This article examines the highly fact specific result in the Essendon Decision and concludes that this Decision will not preclude a defence based on an athlete participating in a team administered and sanctioned supplement regime (a "Team Program Defence") in future cases. This paper also comments on two other issues addressed in the Essendon Decision that are of particular interest to future cases and the development of the lex sportiva:4
- The weight, if any, that should be given to a witness statement filed with the CAS when that witness subsequently fails to appear at the hearing to adopt the statement under oath and is not subject to cross-examination.

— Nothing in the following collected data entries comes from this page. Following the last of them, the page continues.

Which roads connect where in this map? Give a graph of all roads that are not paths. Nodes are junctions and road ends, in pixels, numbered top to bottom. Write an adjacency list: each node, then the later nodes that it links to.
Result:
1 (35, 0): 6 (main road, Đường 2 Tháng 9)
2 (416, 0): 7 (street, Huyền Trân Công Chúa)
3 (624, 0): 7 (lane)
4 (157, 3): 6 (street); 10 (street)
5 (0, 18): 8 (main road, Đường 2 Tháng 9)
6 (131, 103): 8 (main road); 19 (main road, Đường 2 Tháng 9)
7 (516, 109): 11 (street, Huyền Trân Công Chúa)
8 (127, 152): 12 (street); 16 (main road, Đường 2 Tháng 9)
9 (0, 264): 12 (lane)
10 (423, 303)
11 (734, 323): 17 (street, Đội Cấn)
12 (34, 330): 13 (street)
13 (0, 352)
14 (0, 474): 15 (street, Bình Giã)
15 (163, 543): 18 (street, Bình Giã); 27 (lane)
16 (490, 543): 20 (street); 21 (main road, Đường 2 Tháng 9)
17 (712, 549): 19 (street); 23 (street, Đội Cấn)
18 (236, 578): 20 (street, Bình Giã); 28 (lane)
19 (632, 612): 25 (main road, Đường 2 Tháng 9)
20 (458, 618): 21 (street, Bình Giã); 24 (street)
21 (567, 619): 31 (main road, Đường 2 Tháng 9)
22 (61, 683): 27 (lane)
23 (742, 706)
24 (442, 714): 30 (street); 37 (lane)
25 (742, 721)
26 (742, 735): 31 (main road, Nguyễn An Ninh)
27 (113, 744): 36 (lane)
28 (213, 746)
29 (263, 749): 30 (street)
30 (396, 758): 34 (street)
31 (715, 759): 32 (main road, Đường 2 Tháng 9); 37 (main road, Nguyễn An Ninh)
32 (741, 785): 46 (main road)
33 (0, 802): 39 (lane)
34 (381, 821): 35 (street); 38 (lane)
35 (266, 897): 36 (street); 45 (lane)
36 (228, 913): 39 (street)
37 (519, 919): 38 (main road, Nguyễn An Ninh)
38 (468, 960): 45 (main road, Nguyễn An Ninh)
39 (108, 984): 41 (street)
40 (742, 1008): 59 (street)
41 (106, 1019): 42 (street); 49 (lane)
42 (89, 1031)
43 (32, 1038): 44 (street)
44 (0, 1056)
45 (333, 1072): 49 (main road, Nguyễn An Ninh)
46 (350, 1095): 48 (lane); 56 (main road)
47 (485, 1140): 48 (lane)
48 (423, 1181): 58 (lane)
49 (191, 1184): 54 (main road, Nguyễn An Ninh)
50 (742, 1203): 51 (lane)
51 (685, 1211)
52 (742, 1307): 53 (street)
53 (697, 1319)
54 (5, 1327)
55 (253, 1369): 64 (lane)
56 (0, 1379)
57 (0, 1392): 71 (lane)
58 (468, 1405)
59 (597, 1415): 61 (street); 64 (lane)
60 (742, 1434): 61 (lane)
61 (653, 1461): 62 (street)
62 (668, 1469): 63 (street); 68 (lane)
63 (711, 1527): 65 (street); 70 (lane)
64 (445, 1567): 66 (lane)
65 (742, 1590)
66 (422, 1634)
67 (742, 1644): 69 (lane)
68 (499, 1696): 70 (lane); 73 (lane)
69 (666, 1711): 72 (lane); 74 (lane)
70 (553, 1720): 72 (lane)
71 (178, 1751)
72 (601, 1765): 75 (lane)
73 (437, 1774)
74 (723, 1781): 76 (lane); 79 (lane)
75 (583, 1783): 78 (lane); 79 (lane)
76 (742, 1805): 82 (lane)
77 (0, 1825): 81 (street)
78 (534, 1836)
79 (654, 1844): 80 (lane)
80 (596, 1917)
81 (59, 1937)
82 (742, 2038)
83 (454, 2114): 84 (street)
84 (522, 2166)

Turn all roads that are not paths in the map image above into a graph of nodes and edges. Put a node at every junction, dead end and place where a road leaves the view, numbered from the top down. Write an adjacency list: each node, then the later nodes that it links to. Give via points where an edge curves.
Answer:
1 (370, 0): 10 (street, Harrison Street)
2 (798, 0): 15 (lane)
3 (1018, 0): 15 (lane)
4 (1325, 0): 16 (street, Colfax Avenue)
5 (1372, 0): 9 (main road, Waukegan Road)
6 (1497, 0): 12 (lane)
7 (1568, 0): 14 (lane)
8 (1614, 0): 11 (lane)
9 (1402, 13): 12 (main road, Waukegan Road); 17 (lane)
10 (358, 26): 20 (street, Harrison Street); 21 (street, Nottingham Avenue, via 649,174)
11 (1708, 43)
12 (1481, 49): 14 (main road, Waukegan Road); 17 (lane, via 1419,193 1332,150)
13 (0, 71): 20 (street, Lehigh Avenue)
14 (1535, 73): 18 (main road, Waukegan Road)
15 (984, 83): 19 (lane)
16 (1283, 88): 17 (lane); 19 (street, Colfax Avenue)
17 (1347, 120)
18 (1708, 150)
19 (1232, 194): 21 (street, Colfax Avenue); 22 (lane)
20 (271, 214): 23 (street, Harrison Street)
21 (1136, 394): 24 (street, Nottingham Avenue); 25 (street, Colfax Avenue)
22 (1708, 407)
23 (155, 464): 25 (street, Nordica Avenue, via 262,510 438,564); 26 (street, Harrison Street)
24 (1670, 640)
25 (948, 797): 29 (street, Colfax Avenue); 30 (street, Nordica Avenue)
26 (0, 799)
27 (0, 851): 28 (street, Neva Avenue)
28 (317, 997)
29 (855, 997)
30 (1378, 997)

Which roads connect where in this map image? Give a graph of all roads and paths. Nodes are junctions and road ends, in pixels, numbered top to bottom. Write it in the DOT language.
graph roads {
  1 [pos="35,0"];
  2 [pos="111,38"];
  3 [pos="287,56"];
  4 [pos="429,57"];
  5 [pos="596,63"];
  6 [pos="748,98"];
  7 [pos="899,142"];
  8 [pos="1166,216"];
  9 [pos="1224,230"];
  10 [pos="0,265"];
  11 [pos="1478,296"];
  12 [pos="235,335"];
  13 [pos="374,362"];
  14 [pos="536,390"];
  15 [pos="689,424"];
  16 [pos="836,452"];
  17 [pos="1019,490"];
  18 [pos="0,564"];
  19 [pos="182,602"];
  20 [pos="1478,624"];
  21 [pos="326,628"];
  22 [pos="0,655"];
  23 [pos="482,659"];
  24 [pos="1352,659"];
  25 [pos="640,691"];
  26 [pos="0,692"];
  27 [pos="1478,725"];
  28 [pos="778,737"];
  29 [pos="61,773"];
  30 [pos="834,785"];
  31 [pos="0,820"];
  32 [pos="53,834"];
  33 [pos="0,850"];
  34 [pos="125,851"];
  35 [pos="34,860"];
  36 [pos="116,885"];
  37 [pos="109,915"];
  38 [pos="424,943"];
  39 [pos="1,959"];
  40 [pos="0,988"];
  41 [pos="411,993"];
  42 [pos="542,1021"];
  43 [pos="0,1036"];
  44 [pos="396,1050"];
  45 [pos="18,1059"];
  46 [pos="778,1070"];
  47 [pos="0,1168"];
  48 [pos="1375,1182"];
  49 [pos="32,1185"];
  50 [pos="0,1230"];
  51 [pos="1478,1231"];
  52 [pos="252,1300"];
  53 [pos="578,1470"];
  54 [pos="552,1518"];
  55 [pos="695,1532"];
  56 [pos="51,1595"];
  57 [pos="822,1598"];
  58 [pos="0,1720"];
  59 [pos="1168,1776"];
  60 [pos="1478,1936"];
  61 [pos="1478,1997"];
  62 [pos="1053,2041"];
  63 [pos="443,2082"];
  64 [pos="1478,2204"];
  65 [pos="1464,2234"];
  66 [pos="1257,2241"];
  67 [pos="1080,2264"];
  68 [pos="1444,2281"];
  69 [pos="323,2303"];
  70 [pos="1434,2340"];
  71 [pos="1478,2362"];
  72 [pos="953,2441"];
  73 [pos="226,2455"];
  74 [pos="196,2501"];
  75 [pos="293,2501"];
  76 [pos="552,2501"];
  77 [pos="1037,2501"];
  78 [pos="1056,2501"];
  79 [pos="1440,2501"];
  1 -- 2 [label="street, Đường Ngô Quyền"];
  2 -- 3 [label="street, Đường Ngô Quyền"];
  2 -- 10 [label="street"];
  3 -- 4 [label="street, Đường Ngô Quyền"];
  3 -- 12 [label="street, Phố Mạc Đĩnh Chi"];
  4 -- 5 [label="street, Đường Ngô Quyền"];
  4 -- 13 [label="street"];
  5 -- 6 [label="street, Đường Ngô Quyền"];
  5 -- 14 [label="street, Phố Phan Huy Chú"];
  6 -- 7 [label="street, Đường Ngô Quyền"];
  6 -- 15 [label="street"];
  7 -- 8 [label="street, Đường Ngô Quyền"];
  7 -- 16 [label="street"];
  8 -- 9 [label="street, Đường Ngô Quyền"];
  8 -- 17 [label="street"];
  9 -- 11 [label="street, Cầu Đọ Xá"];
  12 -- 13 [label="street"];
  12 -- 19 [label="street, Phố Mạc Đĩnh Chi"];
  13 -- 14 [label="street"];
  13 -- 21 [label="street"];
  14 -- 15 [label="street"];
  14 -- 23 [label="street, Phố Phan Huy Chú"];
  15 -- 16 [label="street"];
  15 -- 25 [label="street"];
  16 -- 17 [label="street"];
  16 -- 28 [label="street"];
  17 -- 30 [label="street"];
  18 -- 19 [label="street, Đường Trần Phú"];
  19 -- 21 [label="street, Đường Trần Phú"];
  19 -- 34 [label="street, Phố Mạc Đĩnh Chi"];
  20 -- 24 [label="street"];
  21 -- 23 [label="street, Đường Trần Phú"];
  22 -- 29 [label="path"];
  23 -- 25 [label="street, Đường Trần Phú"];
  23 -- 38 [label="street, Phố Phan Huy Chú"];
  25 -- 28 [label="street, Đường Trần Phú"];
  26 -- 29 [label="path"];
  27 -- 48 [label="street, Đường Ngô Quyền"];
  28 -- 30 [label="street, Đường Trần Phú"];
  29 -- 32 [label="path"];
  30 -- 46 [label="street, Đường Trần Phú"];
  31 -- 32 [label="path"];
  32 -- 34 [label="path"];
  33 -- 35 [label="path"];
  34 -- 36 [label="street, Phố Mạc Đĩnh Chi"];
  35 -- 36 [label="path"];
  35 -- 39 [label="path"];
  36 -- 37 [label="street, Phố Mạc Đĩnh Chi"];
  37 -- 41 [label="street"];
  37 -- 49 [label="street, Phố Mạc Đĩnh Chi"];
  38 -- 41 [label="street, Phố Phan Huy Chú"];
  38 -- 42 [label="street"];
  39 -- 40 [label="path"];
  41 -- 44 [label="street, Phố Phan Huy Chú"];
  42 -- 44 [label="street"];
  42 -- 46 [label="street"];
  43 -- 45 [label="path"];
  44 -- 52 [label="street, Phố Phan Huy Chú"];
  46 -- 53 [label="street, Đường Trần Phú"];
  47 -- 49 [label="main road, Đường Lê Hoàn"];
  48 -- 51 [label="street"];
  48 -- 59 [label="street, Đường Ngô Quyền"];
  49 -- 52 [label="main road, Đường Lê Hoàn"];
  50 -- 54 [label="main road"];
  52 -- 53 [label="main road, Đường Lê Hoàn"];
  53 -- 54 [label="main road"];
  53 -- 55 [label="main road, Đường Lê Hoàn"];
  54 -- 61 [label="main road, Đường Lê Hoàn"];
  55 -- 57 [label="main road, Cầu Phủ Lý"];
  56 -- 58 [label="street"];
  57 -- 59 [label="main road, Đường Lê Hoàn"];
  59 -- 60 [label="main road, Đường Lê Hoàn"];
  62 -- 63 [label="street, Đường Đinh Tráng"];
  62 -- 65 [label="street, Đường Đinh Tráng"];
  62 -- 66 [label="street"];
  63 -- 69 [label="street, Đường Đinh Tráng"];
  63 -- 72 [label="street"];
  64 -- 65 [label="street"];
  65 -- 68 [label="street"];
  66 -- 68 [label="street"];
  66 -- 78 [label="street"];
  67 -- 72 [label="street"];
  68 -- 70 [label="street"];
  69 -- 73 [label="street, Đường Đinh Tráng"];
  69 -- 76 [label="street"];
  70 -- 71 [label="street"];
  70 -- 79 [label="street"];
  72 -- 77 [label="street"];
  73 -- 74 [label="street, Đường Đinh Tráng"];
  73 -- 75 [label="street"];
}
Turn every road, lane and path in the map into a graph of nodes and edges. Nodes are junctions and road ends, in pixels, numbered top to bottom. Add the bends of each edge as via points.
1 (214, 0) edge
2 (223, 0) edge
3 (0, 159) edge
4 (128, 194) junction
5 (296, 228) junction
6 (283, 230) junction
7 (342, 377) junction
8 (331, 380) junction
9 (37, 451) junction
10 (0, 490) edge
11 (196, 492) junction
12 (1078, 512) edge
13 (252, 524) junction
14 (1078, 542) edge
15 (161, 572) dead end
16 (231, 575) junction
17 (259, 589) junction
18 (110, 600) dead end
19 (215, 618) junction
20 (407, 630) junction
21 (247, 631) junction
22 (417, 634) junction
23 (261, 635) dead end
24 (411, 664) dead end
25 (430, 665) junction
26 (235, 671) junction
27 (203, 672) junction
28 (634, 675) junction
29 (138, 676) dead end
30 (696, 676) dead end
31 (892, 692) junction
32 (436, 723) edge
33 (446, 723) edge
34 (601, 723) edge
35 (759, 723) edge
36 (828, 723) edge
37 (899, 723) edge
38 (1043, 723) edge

- The application or scope of Article 57.3 of the Code of Sports-related Arbitration (the "CAS Code") in a de novo (or fresh) hearing before the CAS. Article 57.3, on its face, purports to give the CAS the discretion to exclude new evidence presented by a party if that evidence was available to, or reasonably could have been discovered by, that party before the challenge decision was rendered.
The Essendon Decision5
The Essendon Football Club (the "Essendon Club") is a professional Australian rules football club playing in the Australian Football League (the "AFL"). In November 2011, Mr. Stephen Dank was hired by the Essendon Club for the position of Sports Scientist. In that role, Mr. Dank was responsible for "the design of supplementation protocols and recovery procedures and their implementation".
In connection with this program, the vast majority of Essendon's players signed a "patient information/informed consent form" in which they consented to the administration by Mr. Dank of four substances including "Thymosin" by way of injection. The consent form stated that the proposed treatment was WADA-compliant.
There are many different types of Thymosin. One form of Thymosin is TB-4 which aids in muscle and tissue recovery and is a Prohibited Substance under the WADA Code. In contrast, Thymosin Alpha is commonly used to boost the immune system and is not a Prohibited Substance.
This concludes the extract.